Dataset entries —

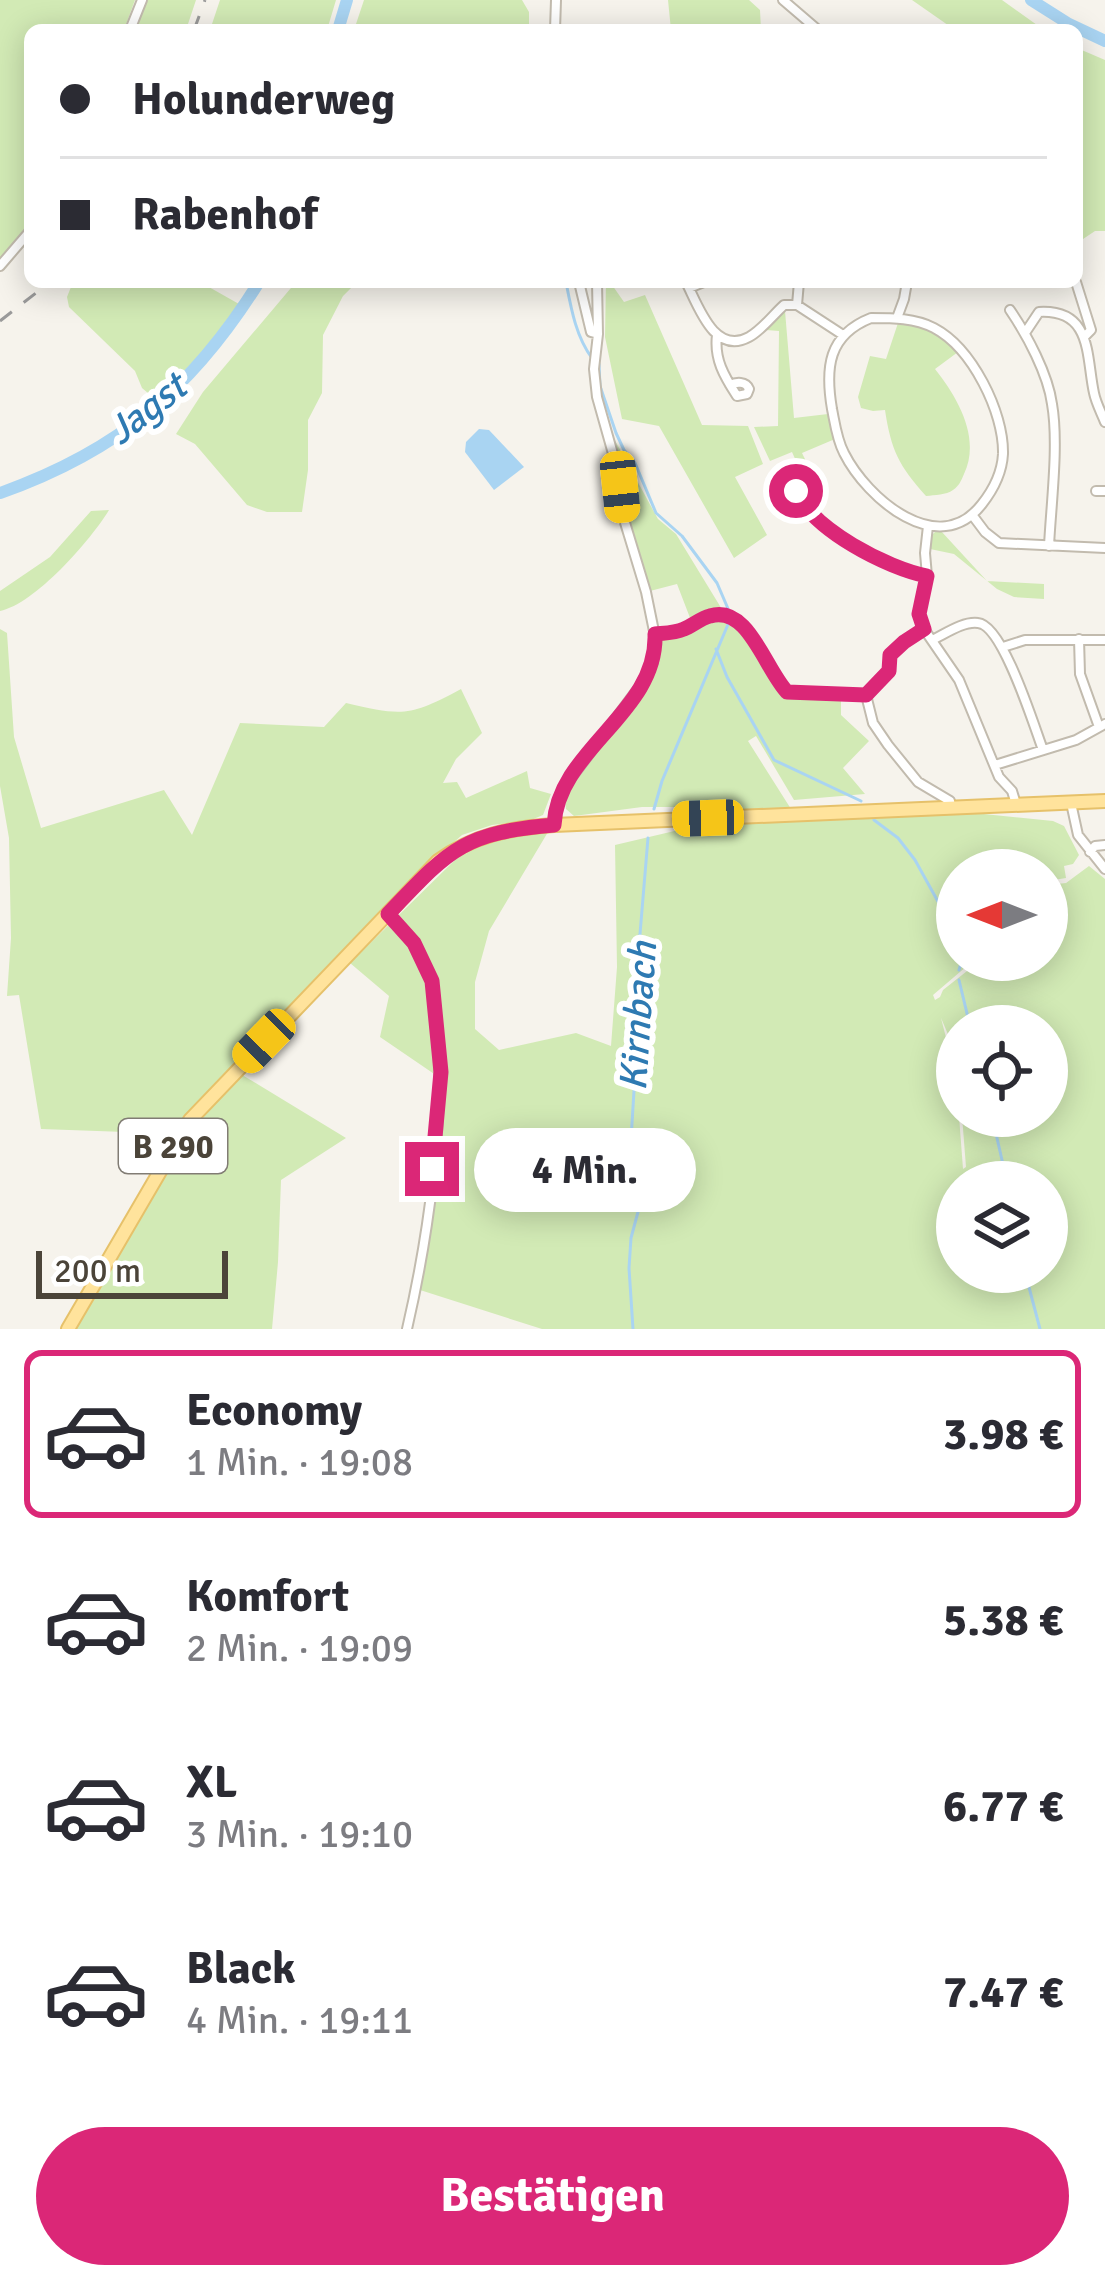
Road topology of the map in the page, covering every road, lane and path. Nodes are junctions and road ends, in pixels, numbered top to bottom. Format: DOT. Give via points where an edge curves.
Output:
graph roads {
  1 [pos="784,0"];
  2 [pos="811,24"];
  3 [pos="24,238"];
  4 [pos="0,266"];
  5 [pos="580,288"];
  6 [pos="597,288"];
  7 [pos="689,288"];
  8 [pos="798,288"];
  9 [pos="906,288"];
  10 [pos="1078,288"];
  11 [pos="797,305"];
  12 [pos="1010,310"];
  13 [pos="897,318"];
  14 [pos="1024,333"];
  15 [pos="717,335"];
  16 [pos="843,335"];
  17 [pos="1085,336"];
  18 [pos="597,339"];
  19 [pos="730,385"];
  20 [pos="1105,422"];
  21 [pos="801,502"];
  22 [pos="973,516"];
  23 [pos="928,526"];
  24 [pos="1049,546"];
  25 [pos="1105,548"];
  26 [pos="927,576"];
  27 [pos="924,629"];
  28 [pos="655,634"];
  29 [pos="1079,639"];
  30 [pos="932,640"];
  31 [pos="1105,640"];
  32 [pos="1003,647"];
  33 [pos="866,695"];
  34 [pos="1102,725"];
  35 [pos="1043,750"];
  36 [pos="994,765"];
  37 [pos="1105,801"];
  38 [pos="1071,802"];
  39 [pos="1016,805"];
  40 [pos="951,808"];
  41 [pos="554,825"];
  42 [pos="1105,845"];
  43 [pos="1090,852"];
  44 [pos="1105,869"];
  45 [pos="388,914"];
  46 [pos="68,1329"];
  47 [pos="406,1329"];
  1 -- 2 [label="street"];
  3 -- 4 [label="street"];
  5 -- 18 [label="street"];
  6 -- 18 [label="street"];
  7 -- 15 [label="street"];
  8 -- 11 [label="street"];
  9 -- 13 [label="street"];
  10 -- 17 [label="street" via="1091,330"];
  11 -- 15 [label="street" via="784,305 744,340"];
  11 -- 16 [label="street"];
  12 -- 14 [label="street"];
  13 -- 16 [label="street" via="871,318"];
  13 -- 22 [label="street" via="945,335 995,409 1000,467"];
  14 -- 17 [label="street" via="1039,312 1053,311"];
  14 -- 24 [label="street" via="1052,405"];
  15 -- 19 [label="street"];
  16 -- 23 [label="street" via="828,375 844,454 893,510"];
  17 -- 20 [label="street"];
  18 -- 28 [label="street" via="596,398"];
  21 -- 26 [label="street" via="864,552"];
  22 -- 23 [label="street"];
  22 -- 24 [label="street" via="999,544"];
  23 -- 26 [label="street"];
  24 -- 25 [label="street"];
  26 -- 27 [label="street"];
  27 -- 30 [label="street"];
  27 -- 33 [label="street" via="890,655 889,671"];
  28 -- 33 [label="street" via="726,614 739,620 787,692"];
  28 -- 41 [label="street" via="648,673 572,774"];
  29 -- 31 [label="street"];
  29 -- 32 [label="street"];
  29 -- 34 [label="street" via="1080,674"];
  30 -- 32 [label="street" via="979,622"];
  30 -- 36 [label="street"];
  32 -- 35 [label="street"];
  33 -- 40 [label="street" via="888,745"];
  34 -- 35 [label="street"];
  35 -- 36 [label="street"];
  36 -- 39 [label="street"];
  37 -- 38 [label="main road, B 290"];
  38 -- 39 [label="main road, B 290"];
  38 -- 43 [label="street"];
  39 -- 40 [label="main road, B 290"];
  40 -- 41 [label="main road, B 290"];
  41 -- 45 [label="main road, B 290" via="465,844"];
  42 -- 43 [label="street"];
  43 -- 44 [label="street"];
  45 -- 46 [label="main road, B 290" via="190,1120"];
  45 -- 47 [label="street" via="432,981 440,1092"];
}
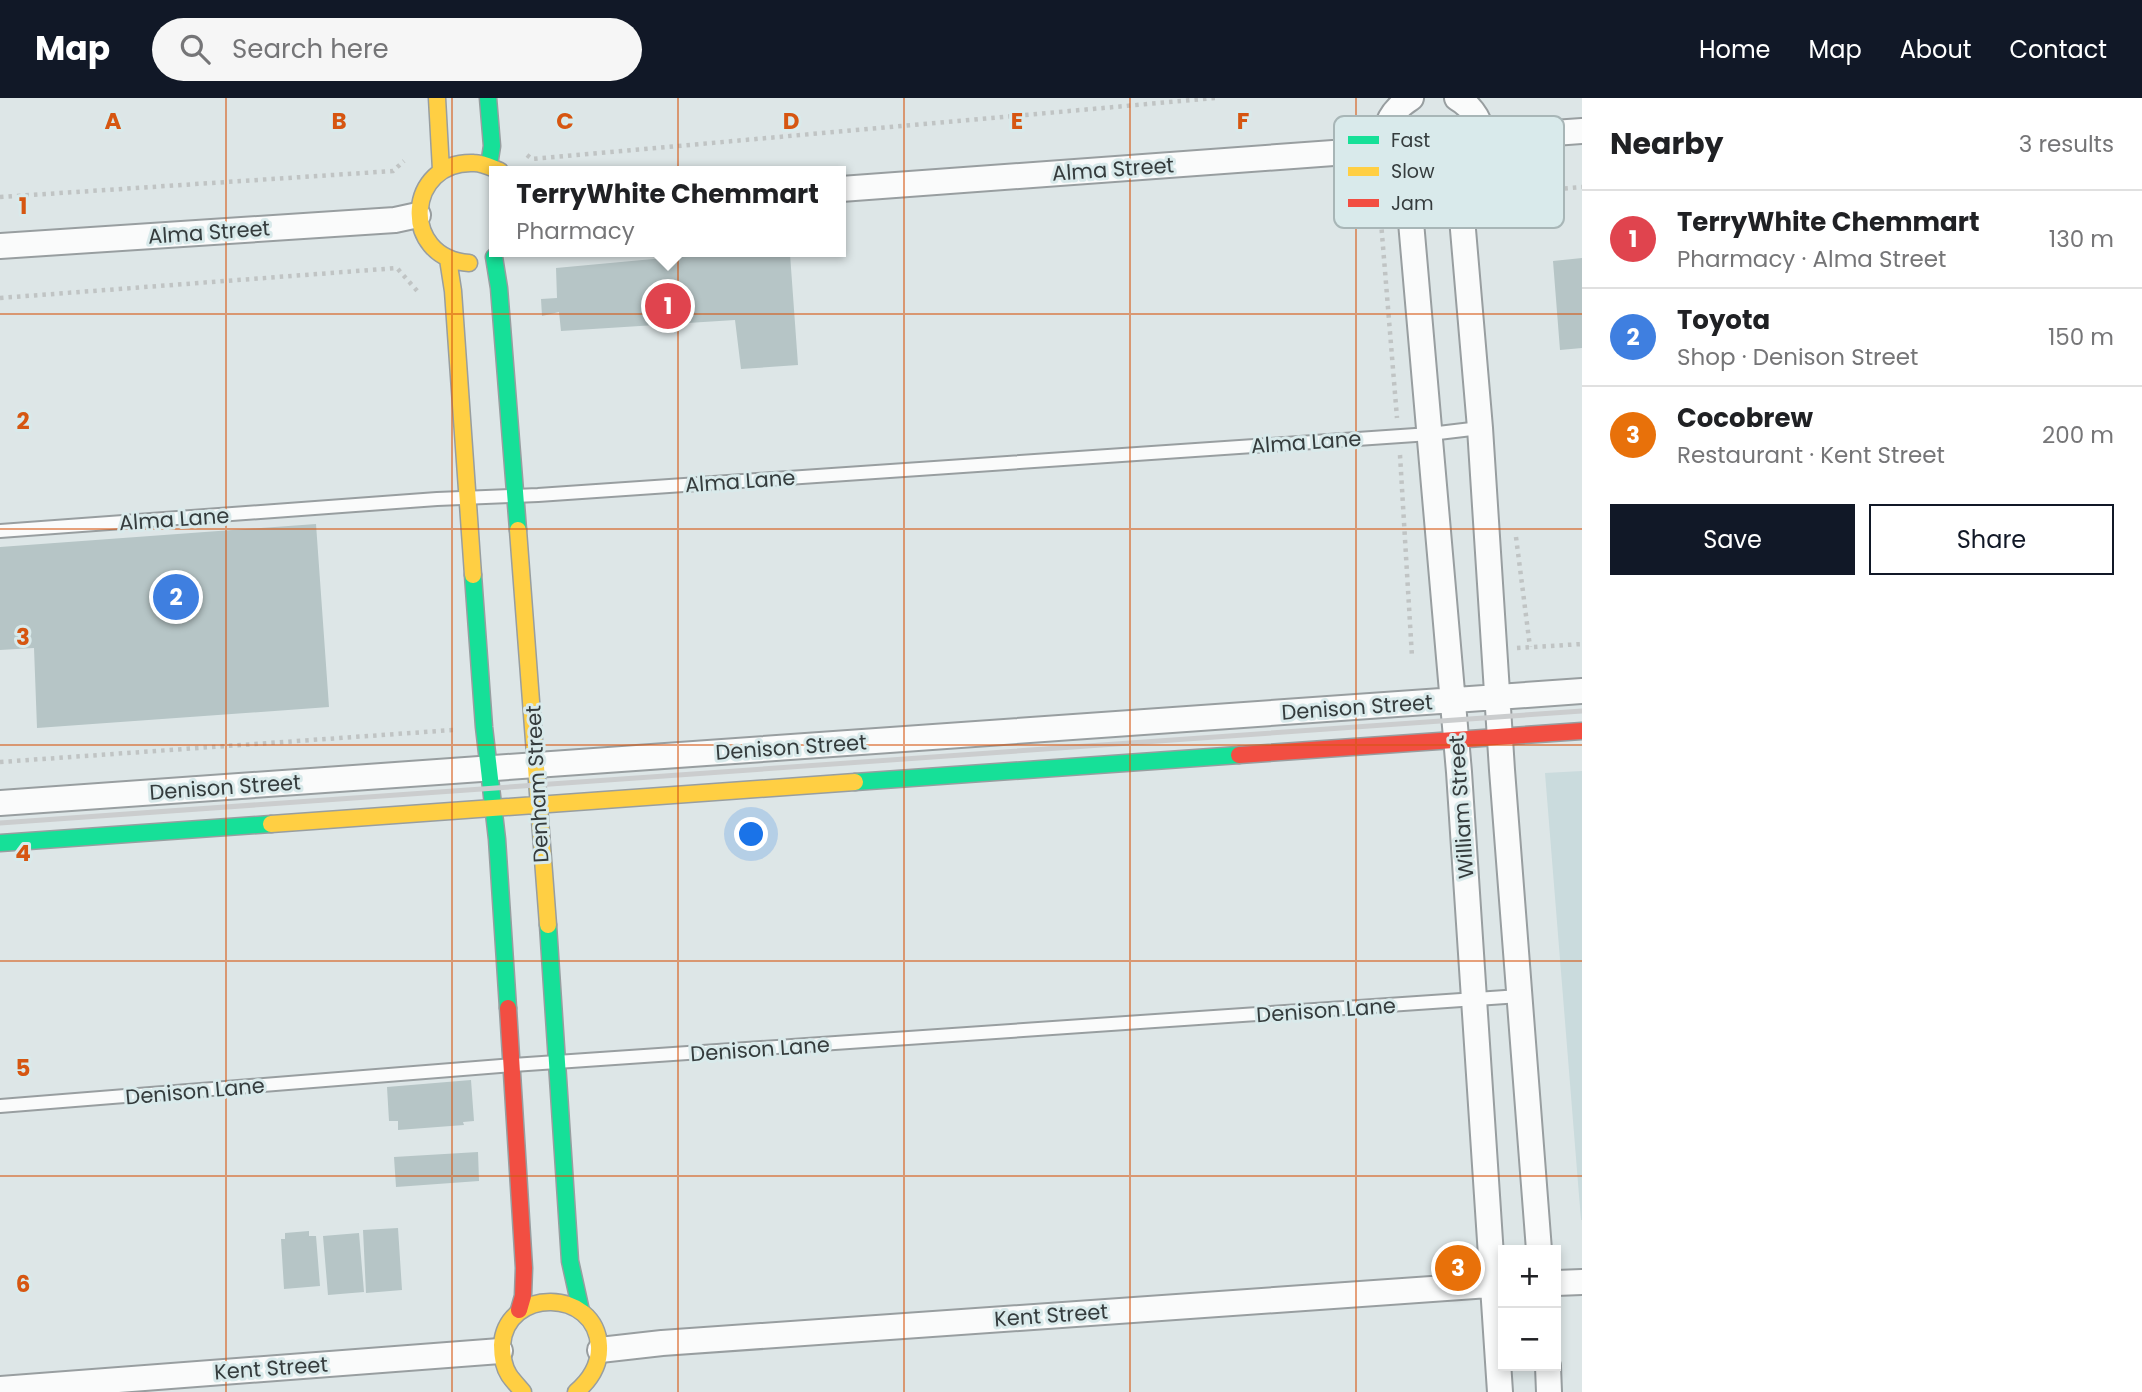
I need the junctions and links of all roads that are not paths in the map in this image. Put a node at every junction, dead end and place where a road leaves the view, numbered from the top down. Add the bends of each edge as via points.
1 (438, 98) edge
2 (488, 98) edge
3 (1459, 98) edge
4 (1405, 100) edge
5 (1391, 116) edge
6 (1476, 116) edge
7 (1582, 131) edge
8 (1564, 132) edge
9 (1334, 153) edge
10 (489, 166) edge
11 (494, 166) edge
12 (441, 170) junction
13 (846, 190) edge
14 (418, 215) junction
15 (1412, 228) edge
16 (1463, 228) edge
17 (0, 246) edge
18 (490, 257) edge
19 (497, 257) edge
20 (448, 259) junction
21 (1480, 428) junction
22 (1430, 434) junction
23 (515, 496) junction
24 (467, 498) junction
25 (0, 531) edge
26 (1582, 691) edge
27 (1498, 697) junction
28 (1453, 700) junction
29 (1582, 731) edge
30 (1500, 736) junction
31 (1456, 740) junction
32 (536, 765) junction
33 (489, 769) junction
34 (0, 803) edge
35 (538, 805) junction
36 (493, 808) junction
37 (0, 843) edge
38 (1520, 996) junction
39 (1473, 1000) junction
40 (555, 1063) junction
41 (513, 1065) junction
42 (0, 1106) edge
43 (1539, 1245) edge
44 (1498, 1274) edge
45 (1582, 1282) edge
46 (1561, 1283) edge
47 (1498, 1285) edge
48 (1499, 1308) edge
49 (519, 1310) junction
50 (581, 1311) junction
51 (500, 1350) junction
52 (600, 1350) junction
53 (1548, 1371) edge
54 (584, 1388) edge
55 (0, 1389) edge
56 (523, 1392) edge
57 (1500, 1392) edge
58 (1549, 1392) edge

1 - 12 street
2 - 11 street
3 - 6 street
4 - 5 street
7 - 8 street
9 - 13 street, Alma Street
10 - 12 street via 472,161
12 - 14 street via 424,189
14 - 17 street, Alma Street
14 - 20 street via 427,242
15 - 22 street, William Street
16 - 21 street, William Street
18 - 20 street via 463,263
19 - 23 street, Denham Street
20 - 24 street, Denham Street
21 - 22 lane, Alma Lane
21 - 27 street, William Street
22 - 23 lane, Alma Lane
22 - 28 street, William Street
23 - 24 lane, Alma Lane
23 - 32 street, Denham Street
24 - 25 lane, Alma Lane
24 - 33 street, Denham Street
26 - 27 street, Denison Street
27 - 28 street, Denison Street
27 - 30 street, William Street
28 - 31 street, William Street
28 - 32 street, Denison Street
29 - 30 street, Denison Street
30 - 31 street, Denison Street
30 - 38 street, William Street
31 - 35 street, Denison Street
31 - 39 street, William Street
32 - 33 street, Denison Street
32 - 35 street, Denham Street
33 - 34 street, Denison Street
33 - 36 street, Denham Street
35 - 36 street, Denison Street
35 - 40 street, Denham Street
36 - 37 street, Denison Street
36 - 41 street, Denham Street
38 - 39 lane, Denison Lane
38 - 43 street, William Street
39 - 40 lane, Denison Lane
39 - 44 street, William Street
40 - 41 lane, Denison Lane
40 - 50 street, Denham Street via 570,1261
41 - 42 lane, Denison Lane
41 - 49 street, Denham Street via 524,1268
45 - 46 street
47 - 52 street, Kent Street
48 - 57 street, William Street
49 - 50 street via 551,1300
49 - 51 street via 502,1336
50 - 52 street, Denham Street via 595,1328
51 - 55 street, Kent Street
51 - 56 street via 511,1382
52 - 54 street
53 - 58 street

TO DO — Scan the entries above for the string "numbered" and copy each line that contains it.

ANSWER SECTION —
Road topology of the map in the page, covering every road, lane and path. Nodes are junctions and road ends, in pixels, numbered top to bottom. Format: DOT. Give via points where an edge curves.
I need the junctions and links of all roads that are not paths in the map in this image. Put a node at every junction, dead end and place where a road leaves the view, numbered from the top down. Add the bends of each edge as via points.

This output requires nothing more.